Outwardly, you might come to think old Percy has painted hisself into a corner. What with Curdy invoking the nuclar option, she has done set herself on a course that is gonna force the issue of LeeAnn Pester’s lack of an air conditioner at the Golden Comb Beauty Emporium. Of course, Percy ain’t no rookie at this cause he’s seen the local women folk in action before and knows full well what sort of trouble can come from setting them off…

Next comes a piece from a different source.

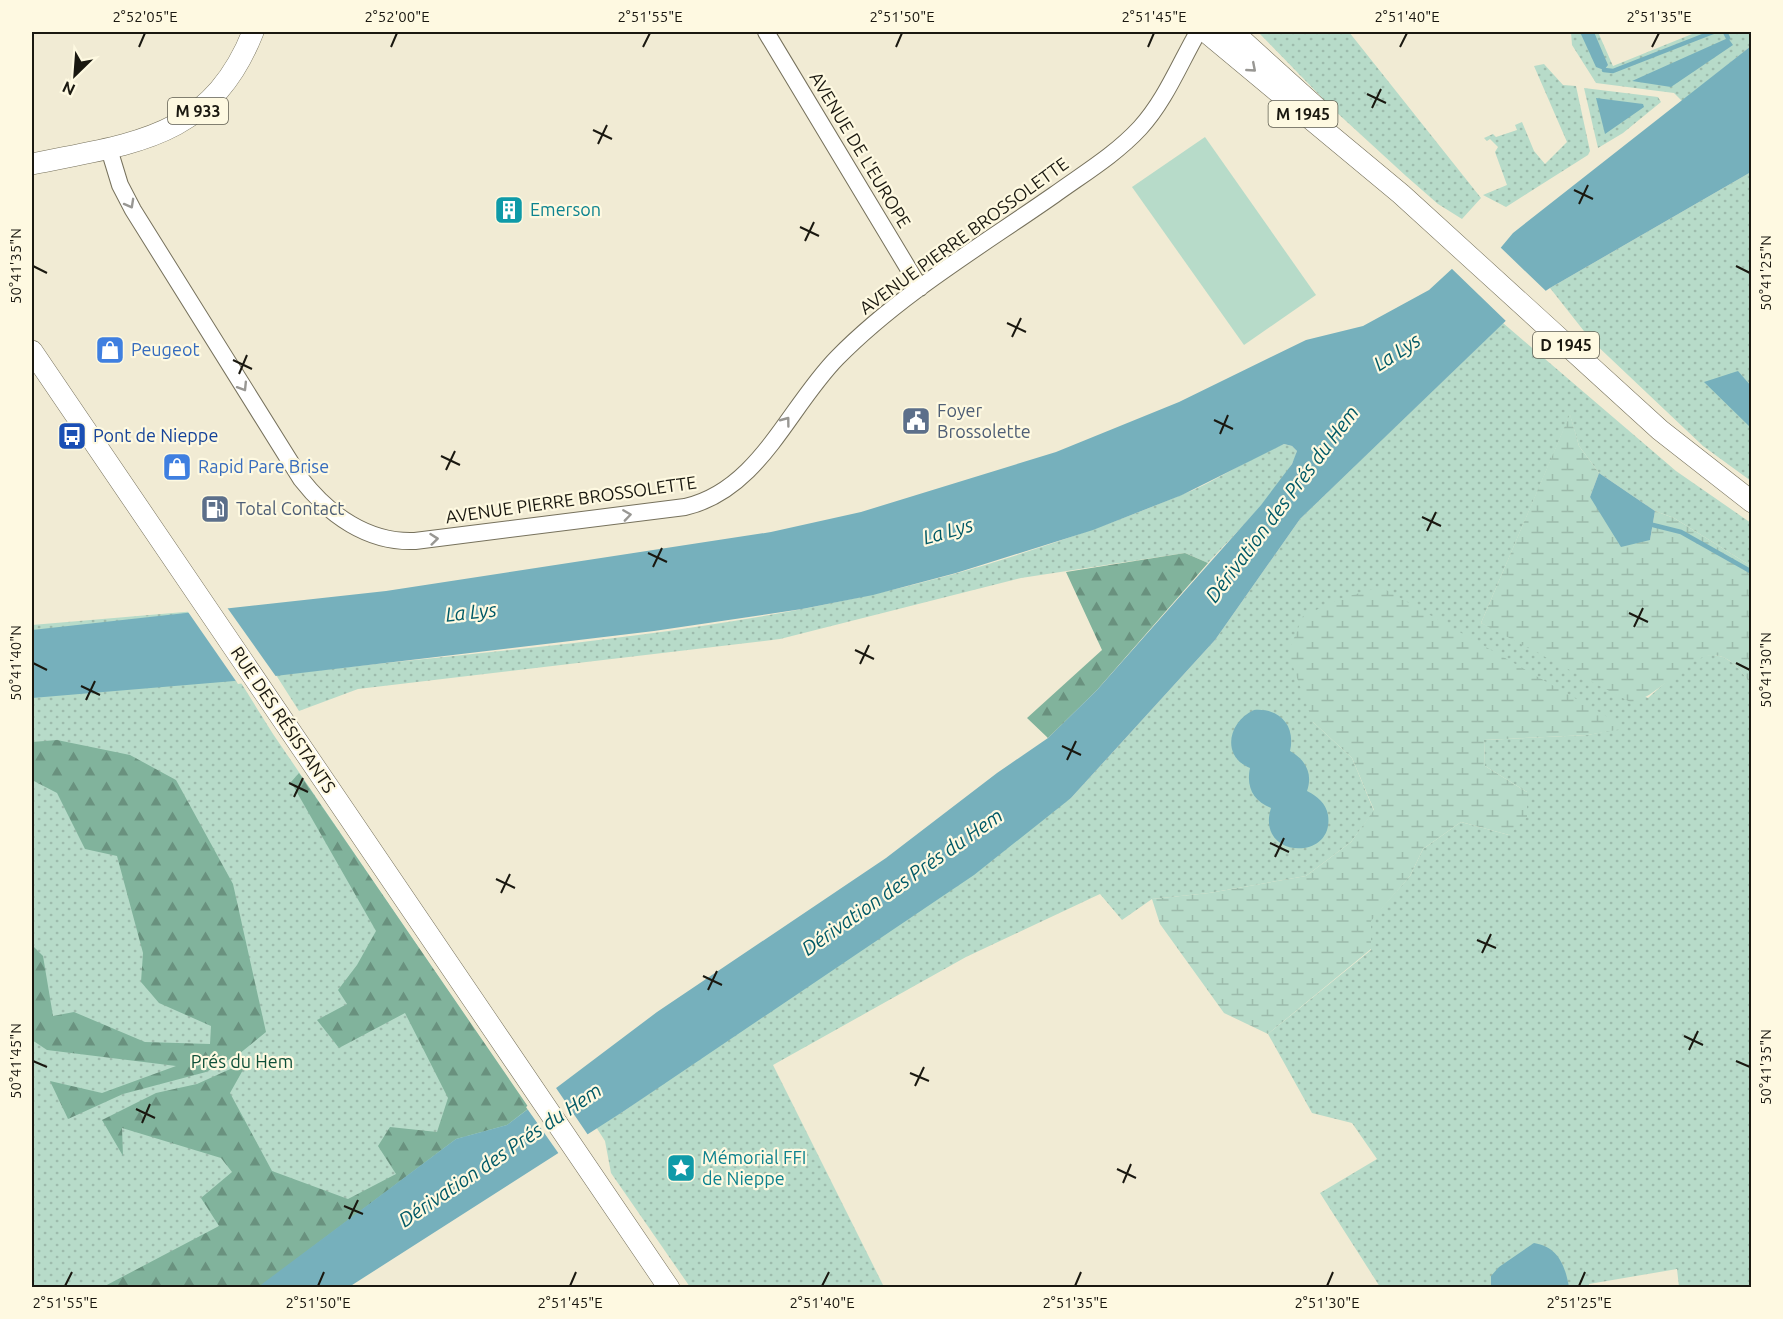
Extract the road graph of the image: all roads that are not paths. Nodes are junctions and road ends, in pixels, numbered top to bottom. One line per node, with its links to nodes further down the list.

One of the funny things about living in a small town is the way folks get to know one another in close, personal ways. For instance, everyone knows full well that Earl Pepper was divorced by his former wife, Trisha May back in 1999. But if you was a resident of Possum Rot, you’d also be knowing that it was LeeAnn Pester what was Trisha May’s spiritual advisor. You see, back before LeeAnn took that correspondence course in hair cutting, she was like the local granny, dealing out advice and stirring every pot she could put her nose into. It ain’t no secret here that it was probably at LeeAnn’s coaxing that Trisha May run off with a transient named Harley Drinkwater. And after the divorce was final and old Harley come up missing, it was probably LeeAnn what told the law to look at Earl for answers. But it never came to nothing and Harley was eventually turned up down in a Mississippi cathouse while at home, Trisha May learned from Doc Purvis that she had made herself a home to a mess of crab lice, what no doubt were former pets of Harley Drinkwater. Now as you might imagine, Trisha May was mad at LeeAnn for fixin her up with Harley to begin with and baked her the ex-lax cake for her birthday… what kept her active for several days. LeeAnn responded by filling a hairspray bottle with Nair and sending it to Trisha May who was not seen in public for dern near 3 months!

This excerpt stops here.